Примеры такого рода, считает Пирс, служат самым убедительным аргументом против того, чтобы считать картезианский принцип радикального сомнения самодостаточным для философии: ведь сомнение не ведет к решительному практическому действию.

Да, конечно, оно важно, но только в качестве промежуточной стадии, каковой оно и было у Декарта; сомнение — это «единственный двигатель, который заставляет нас бороться за достижение верования».

Нормальный человек воспринимает сомнение как состояние неудовлетворительное и даже болезненное, он стремится избавиться от сомнений и достичь веры.

За сомнением, — если есть основания подвергнуть сомнению прежние верования, — идет исследование, которое есть не что иное, как стадия борьбы за достижение нового верования, которое, конечно же, должно иметь отношение к желанной цели будущей деятельности.

Если мы видим, что оно с этой целью не связано, — мы от него отказываемся; и тогда снова наступает период сомнений и поисков. За ним следует формирование мнения, каковое руководит действием, будучи закреплено верой.

Может показаться, пишет Пирс, что человек стремится к «правильному мнению», но это только метафизическая иллюзия: на деле нам нужна лишь твердая вера, способная стать основой успешного действия.

Аргументация в пользу этого тезиса вполне в стиле позитивизма: «Ясно, что за пределами области наших знаний ничто не может быть объектом нашего исследования, поскольку ничто из того, чего не достиг наш разум, не может быть мотивом нашего интеллектуального усилия.

Самое большее, что мы можем утверждать, так это то, что мы стремимся верить, что мы мыслим правильно, что каждое из наших верований истинно, а на деле говорить так представляет собой чистую тавтологию».

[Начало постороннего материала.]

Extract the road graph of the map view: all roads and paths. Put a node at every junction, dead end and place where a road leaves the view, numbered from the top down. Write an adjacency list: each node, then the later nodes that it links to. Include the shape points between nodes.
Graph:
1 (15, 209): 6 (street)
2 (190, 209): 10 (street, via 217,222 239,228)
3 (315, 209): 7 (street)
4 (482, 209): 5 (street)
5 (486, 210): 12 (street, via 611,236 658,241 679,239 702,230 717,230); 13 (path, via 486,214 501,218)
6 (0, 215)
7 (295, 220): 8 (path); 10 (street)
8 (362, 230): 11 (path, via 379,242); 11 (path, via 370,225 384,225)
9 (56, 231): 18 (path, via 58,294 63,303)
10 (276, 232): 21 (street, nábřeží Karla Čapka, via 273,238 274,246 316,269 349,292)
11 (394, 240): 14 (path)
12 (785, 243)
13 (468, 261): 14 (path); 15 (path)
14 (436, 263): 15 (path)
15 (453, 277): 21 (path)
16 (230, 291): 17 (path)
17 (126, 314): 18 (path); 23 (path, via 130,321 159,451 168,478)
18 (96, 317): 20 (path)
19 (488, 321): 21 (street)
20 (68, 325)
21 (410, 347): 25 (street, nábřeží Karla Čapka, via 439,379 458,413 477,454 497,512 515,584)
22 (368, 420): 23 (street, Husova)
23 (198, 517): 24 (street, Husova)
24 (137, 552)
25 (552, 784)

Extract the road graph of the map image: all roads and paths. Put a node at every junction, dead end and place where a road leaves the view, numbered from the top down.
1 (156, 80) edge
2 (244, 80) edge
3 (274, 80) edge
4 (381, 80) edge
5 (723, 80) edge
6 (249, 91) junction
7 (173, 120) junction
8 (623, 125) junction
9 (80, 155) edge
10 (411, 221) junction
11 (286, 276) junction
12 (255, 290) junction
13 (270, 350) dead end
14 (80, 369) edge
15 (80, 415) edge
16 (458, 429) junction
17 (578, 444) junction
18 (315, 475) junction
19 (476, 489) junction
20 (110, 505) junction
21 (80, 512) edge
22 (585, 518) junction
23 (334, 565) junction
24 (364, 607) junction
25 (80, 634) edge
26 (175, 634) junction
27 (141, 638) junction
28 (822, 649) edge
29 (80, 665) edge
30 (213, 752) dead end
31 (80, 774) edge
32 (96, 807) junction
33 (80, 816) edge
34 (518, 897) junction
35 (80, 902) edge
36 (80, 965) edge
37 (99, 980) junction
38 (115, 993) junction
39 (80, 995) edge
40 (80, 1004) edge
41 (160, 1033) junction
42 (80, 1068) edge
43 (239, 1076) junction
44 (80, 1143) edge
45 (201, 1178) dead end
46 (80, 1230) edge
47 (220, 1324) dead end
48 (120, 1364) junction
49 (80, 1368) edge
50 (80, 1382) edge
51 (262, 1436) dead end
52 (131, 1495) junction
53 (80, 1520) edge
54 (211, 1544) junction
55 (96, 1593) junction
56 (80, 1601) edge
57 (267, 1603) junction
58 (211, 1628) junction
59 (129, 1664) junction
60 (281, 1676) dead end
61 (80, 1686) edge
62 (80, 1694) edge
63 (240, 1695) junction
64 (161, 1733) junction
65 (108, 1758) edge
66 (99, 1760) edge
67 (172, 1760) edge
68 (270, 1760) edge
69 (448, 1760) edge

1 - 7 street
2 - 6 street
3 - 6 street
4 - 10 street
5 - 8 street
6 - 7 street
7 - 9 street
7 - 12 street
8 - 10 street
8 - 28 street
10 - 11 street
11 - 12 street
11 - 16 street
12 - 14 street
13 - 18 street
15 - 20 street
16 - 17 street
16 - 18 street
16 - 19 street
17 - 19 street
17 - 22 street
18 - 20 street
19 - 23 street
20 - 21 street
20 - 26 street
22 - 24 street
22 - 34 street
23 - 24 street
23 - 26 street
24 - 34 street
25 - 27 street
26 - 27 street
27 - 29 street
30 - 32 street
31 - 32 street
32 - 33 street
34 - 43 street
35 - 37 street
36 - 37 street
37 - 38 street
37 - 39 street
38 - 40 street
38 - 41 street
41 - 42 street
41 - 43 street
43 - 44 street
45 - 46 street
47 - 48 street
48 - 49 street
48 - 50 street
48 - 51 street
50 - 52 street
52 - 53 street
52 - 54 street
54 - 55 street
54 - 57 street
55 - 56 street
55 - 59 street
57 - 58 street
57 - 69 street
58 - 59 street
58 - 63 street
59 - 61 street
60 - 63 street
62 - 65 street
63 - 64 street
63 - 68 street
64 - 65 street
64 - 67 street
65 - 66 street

Отсюда вывод: все методы исследования суть способы укрепить веру, и потому имеют скорее психологическое, чем гносеологическое или онтологическое основание.

Перечисляя методы укрепления веры, Пирс ставит в один ряд и метод упорства, который использует религиозный фанатик, перебирая четки и повторяя заповеди, и научный метод, который практикуют ученые.

И в том, и в другом случае человек стремится опереть свое мнение на чем-то более солидном, чем личные, субъективные представления.

И потому религиозный фанатик ссылается на откровение свыше, а ученый, фанатик науки, опирается на постулат, что существует реальность, характеристики которой «совершенно независимы от идей, которые мы имеем относительно них».

Фактическое же содержание этого метода — тоже достижение единого мнения, обязательного для всех индивидов, независимо от условий их деятельности и личных особенностей. Это, согласно Пирсу, — «фундаментальный постулат» науки.

Конечно, такого рода тезисы близки позитивистским, но нетрудно видеть, насколько близки они также и европейскому антиподу позитивизма, «философии жизни» в ее ницшеанском варианте: достаточно вспомнить, что именно Ницше определял истину как «полезную ложь», или «эффективную фальсификацию».

Правда, в отличие от Ницше, Пирс предпочитает как раз научный метод. Почему? Хотя нельзя доказать, что независимая реальность существует, но также нельзя и убедительно опровергнуть такой тезис.

А вот практика исследования не порождает относительно этого метода таких сомнений, какие возникают относительно других.

В начале нашего века русский эмпириокритик Богданов ввел в обиход представление о социально организованном опыте. Не исключено, что эта его идея была связана с установками, похожими на те, на которых базировался прагматизм.

В статье «Как сделать наши идеи ясными», Ч. Пирс немало внимания уделил причинам, которые порождают взаимонепонимание у людей, рассуждающих об одном и том же предмете.

Первая состоит в том, что люди принимают результат воздействия объекта на сознание за свойство самого объекта (говоря, например, о «чувственных качествах объекта»).

В итоге различие во мнениях — т.е. различие между субъектами — порождает спор относительно характеристик объекта. Вторая причина в том, что «грамматические» различия, т.е. различия между словами, люди принимают за различия между идеями, выражаемыми посредством языка.

Казалось бы, избавиться от этой неприятности можно только в том случае, если добраться либо до объекта «самого по себе», либо до идей «самих по себе».

Но в первом случае мы должны были бы обладать «метафизическим» знанием, во что Пирс не верит; во втором должна была бы существовать эмпатия — непосредственная связь между индивидуальными сознаниями, а это тоже разновидность метафизики.